== Data for this exercise ==

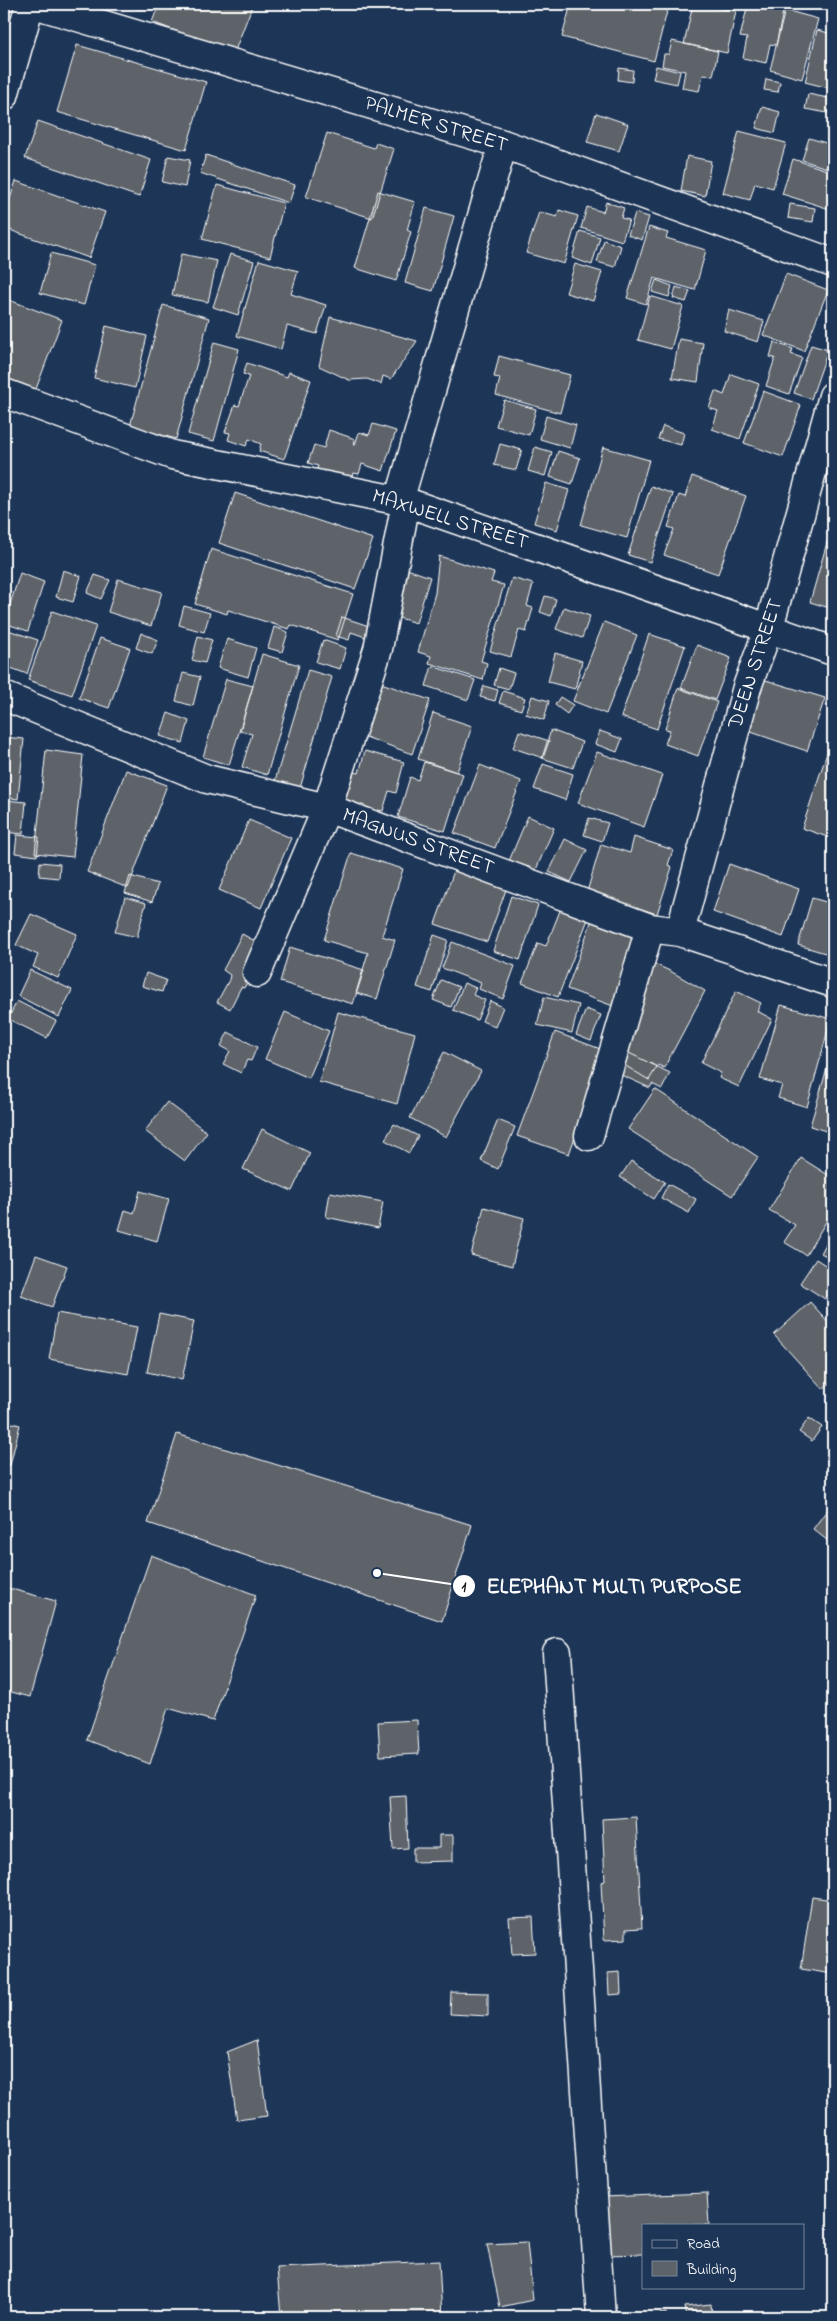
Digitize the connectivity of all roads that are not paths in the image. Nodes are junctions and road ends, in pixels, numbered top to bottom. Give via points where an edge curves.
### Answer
1 (30, 4) edge
2 (34, 4) edge
3 (4, 96) edge
4 (503, 144) junction
5 (833, 263) edge
6 (4, 393) edge
7 (833, 396) edge
8 (403, 501) junction
9 (769, 627) junction
10 (833, 650) edge
11 (4, 696) edge
12 (327, 808) junction
13 (650, 928) junction
14 (680, 932) junction
15 (257, 973) dead end
16 (833, 983) edge
17 (589, 1136) dead end
18 (557, 1653) dead end
19 (601, 2317) edge

1 - 3 street
2 - 4 street, PALMER STREET
4 - 5 street, PALMER STREET
4 - 8 street
6 - 8 street, MAXWELL STREET via 172,455
7 - 9 street, DEEN STREET
8 - 9 street, MAXWELL STREET
8 - 12 street via 378,649
9 - 10 street, MAXWELL STREET
9 - 14 street, DEEN STREET via 747,686
11 - 12 street, MAGNUS STREET via 207,778
12 - 13 street, MAGNUS STREET
12 - 15 street
13 - 14 street, MAGNUS STREET
13 - 17 street
14 - 16 street, MAGNUS STREET
18 - 19 street

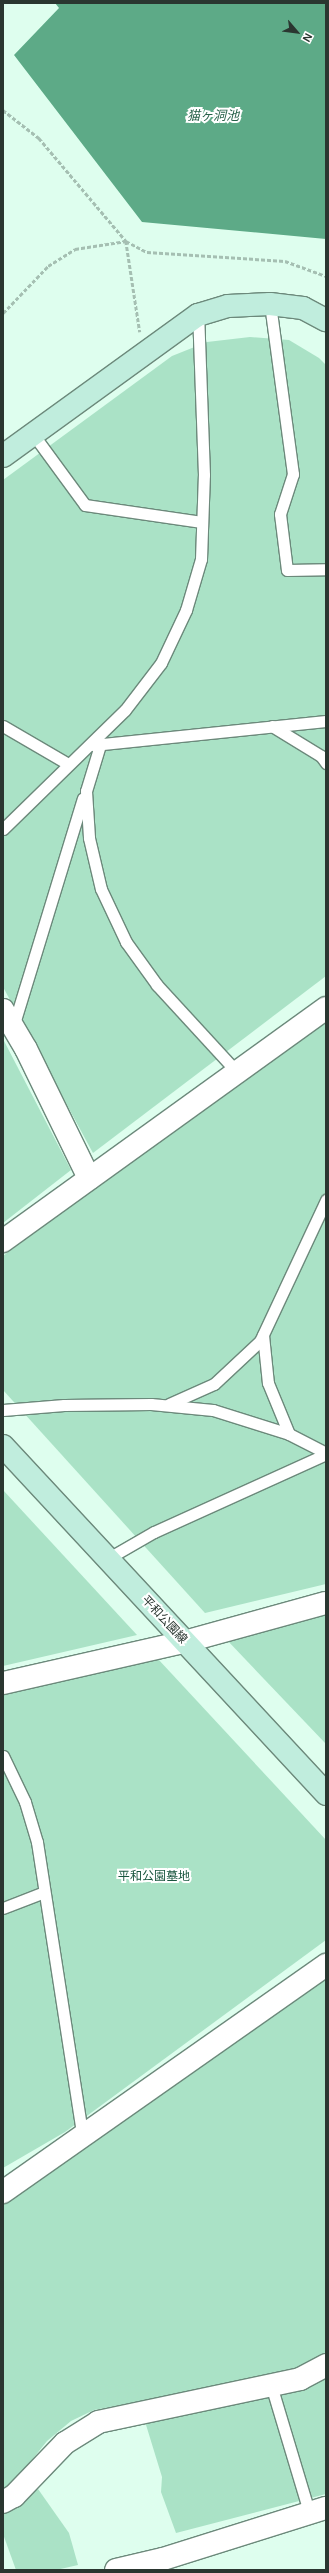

== Your objective ==
What the response needs is every entry, repeated exactly, and none of the pictures.

== Task output ==
Digitize the connectivity of all roads that are not paths in the image. Nodes are junctions and road ends, in pixels, numbered top to bottom. Give via points where an edge curves.
### Answer
1 (30, 4) edge
2 (34, 4) edge
3 (4, 96) edge
4 (503, 144) junction
5 (833, 263) edge
6 (4, 393) edge
7 (833, 396) edge
8 (403, 501) junction
9 (769, 627) junction
10 (833, 650) edge
11 (4, 696) edge
12 (327, 808) junction
13 (650, 928) junction
14 (680, 932) junction
15 (257, 973) dead end
16 (833, 983) edge
17 (589, 1136) dead end
18 (557, 1653) dead end
19 (601, 2317) edge

1 - 3 street
2 - 4 street, PALMER STREET
4 - 5 street, PALMER STREET
4 - 8 street
6 - 8 street, MAXWELL STREET via 172,455
7 - 9 street, DEEN STREET
8 - 9 street, MAXWELL STREET
8 - 12 street via 378,649
9 - 10 street, MAXWELL STREET
9 - 14 street, DEEN STREET via 747,686
11 - 12 street, MAGNUS STREET via 207,778
12 - 13 street, MAGNUS STREET
12 - 15 street
13 - 14 street, MAGNUS STREET
13 - 17 street
14 - 16 street, MAGNUS STREET
18 - 19 street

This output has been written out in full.